◆ Exercise details ◆
Using the material below, write out every entry exactly.

--- START ---

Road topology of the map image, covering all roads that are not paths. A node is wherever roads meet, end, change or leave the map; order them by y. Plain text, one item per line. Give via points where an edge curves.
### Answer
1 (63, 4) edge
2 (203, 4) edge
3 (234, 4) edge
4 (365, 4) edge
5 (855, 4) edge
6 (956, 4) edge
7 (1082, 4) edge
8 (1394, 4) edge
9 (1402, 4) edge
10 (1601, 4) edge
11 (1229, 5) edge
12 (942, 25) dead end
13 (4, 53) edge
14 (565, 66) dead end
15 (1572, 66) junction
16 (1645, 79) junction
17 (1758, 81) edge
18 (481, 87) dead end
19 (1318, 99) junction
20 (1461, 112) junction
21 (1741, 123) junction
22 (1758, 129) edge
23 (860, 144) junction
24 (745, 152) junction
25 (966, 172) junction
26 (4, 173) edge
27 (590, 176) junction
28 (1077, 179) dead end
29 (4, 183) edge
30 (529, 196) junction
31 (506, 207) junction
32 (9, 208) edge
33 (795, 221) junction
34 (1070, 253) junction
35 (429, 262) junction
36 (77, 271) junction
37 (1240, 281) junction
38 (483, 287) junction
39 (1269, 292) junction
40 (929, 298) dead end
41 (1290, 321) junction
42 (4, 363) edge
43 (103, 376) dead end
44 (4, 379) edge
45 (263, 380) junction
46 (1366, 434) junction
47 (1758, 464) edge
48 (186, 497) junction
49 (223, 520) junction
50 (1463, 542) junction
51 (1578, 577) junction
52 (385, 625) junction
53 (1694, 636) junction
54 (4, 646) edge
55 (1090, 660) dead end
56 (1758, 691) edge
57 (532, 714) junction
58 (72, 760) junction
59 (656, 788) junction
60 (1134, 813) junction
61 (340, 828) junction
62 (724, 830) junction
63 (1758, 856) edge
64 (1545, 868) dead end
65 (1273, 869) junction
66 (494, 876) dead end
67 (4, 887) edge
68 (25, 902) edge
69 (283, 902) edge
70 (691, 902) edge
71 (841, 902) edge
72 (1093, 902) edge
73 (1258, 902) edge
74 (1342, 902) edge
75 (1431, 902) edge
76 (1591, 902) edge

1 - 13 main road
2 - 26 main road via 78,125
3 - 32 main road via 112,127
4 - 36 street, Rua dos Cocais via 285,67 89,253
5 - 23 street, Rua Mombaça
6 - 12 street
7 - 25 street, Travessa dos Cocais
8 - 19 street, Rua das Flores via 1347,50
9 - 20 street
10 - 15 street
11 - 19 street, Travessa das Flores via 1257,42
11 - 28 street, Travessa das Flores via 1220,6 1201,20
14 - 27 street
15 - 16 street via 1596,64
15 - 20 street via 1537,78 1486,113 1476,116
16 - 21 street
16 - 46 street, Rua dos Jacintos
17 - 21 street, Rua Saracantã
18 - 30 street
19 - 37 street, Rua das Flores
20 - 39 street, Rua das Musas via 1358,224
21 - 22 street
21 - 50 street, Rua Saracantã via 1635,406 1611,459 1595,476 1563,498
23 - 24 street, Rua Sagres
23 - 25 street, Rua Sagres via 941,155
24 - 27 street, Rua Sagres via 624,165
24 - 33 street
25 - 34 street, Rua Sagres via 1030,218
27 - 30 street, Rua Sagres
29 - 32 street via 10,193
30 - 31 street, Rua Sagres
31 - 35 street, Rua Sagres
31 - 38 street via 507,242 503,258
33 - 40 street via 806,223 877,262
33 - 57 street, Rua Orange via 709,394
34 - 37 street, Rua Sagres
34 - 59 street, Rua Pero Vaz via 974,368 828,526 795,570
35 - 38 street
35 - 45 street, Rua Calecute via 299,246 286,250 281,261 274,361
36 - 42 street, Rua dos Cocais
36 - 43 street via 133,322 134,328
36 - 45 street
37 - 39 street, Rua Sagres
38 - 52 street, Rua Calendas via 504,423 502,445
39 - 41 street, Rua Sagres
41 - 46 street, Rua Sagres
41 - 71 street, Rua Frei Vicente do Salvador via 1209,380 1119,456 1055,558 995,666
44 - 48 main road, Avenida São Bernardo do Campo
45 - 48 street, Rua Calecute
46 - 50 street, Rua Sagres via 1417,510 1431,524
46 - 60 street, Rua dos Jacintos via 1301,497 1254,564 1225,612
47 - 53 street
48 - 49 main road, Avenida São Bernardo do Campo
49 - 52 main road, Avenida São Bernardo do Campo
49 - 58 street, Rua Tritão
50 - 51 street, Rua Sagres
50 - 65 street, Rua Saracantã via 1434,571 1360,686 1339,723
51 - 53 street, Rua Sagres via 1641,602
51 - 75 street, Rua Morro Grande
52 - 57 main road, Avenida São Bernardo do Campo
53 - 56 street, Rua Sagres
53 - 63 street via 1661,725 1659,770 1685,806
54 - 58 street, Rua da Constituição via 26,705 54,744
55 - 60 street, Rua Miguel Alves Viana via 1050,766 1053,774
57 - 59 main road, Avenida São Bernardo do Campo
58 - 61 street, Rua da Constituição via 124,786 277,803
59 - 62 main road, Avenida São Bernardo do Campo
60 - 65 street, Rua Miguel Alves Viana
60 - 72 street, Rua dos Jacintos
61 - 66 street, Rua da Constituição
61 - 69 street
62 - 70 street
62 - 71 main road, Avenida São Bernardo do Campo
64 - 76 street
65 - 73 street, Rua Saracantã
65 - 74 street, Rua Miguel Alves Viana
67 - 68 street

--- END ---

◆ Output of the task ◆
Road topology of the map image, covering all roads that are not paths. A node is wherever roads meet, end, change or leave the map; order them by y. Plain text, one item per line. Give via points where an edge curves.
### Answer
1 (63, 4) edge
2 (203, 4) edge
3 (234, 4) edge
4 (365, 4) edge
5 (855, 4) edge
6 (956, 4) edge
7 (1082, 4) edge
8 (1394, 4) edge
9 (1402, 4) edge
10 (1601, 4) edge
11 (1229, 5) edge
12 (942, 25) dead end
13 (4, 53) edge
14 (565, 66) dead end
15 (1572, 66) junction
16 (1645, 79) junction
17 (1758, 81) edge
18 (481, 87) dead end
19 (1318, 99) junction
20 (1461, 112) junction
21 (1741, 123) junction
22 (1758, 129) edge
23 (860, 144) junction
24 (745, 152) junction
25 (966, 172) junction
26 (4, 173) edge
27 (590, 176) junction
28 (1077, 179) dead end
29 (4, 183) edge
30 (529, 196) junction
31 (506, 207) junction
32 (9, 208) edge
33 (795, 221) junction
34 (1070, 253) junction
35 (429, 262) junction
36 (77, 271) junction
37 (1240, 281) junction
38 (483, 287) junction
39 (1269, 292) junction
40 (929, 298) dead end
41 (1290, 321) junction
42 (4, 363) edge
43 (103, 376) dead end
44 (4, 379) edge
45 (263, 380) junction
46 (1366, 434) junction
47 (1758, 464) edge
48 (186, 497) junction
49 (223, 520) junction
50 (1463, 542) junction
51 (1578, 577) junction
52 (385, 625) junction
53 (1694, 636) junction
54 (4, 646) edge
55 (1090, 660) dead end
56 (1758, 691) edge
57 (532, 714) junction
58 (72, 760) junction
59 (656, 788) junction
60 (1134, 813) junction
61 (340, 828) junction
62 (724, 830) junction
63 (1758, 856) edge
64 (1545, 868) dead end
65 (1273, 869) junction
66 (494, 876) dead end
67 (4, 887) edge
68 (25, 902) edge
69 (283, 902) edge
70 (691, 902) edge
71 (841, 902) edge
72 (1093, 902) edge
73 (1258, 902) edge
74 (1342, 902) edge
75 (1431, 902) edge
76 (1591, 902) edge

1 - 13 main road
2 - 26 main road via 78,125
3 - 32 main road via 112,127
4 - 36 street, Rua dos Cocais via 285,67 89,253
5 - 23 street, Rua Mombaça
6 - 12 street
7 - 25 street, Travessa dos Cocais
8 - 19 street, Rua das Flores via 1347,50
9 - 20 street
10 - 15 street
11 - 19 street, Travessa das Flores via 1257,42
11 - 28 street, Travessa das Flores via 1220,6 1201,20
14 - 27 street
15 - 16 street via 1596,64
15 - 20 street via 1537,78 1486,113 1476,116
16 - 21 street
16 - 46 street, Rua dos Jacintos
17 - 21 street, Rua Saracantã
18 - 30 street
19 - 37 street, Rua das Flores
20 - 39 street, Rua das Musas via 1358,224
21 - 22 street
21 - 50 street, Rua Saracantã via 1635,406 1611,459 1595,476 1563,498
23 - 24 street, Rua Sagres
23 - 25 street, Rua Sagres via 941,155
24 - 27 street, Rua Sagres via 624,165
24 - 33 street
25 - 34 street, Rua Sagres via 1030,218
27 - 30 street, Rua Sagres
29 - 32 street via 10,193
30 - 31 street, Rua Sagres
31 - 35 street, Rua Sagres
31 - 38 street via 507,242 503,258
33 - 40 street via 806,223 877,262
33 - 57 street, Rua Orange via 709,394
34 - 37 street, Rua Sagres
34 - 59 street, Rua Pero Vaz via 974,368 828,526 795,570
35 - 38 street
35 - 45 street, Rua Calecute via 299,246 286,250 281,261 274,361
36 - 42 street, Rua dos Cocais
36 - 43 street via 133,322 134,328
36 - 45 street
37 - 39 street, Rua Sagres
38 - 52 street, Rua Calendas via 504,423 502,445
39 - 41 street, Rua Sagres
41 - 46 street, Rua Sagres
41 - 71 street, Rua Frei Vicente do Salvador via 1209,380 1119,456 1055,558 995,666
44 - 48 main road, Avenida São Bernardo do Campo
45 - 48 street, Rua Calecute
46 - 50 street, Rua Sagres via 1417,510 1431,524
46 - 60 street, Rua dos Jacintos via 1301,497 1254,564 1225,612
47 - 53 street
48 - 49 main road, Avenida São Bernardo do Campo
49 - 52 main road, Avenida São Bernardo do Campo
49 - 58 street, Rua Tritão
50 - 51 street, Rua Sagres
50 - 65 street, Rua Saracantã via 1434,571 1360,686 1339,723
51 - 53 street, Rua Sagres via 1641,602
51 - 75 street, Rua Morro Grande
52 - 57 main road, Avenida São Bernardo do Campo
53 - 56 street, Rua Sagres
53 - 63 street via 1661,725 1659,770 1685,806
54 - 58 street, Rua da Constituição via 26,705 54,744
55 - 60 street, Rua Miguel Alves Viana via 1050,766 1053,774
57 - 59 main road, Avenida São Bernardo do Campo
58 - 61 street, Rua da Constituição via 124,786 277,803
59 - 62 main road, Avenida São Bernardo do Campo
60 - 65 street, Rua Miguel Alves Viana
60 - 72 street, Rua dos Jacintos
61 - 66 street, Rua da Constituição
61 - 69 street
62 - 70 street
62 - 71 main road, Avenida São Bernardo do Campo
64 - 76 street
65 - 73 street, Rua Saracantã
65 - 74 street, Rua Miguel Alves Viana
67 - 68 street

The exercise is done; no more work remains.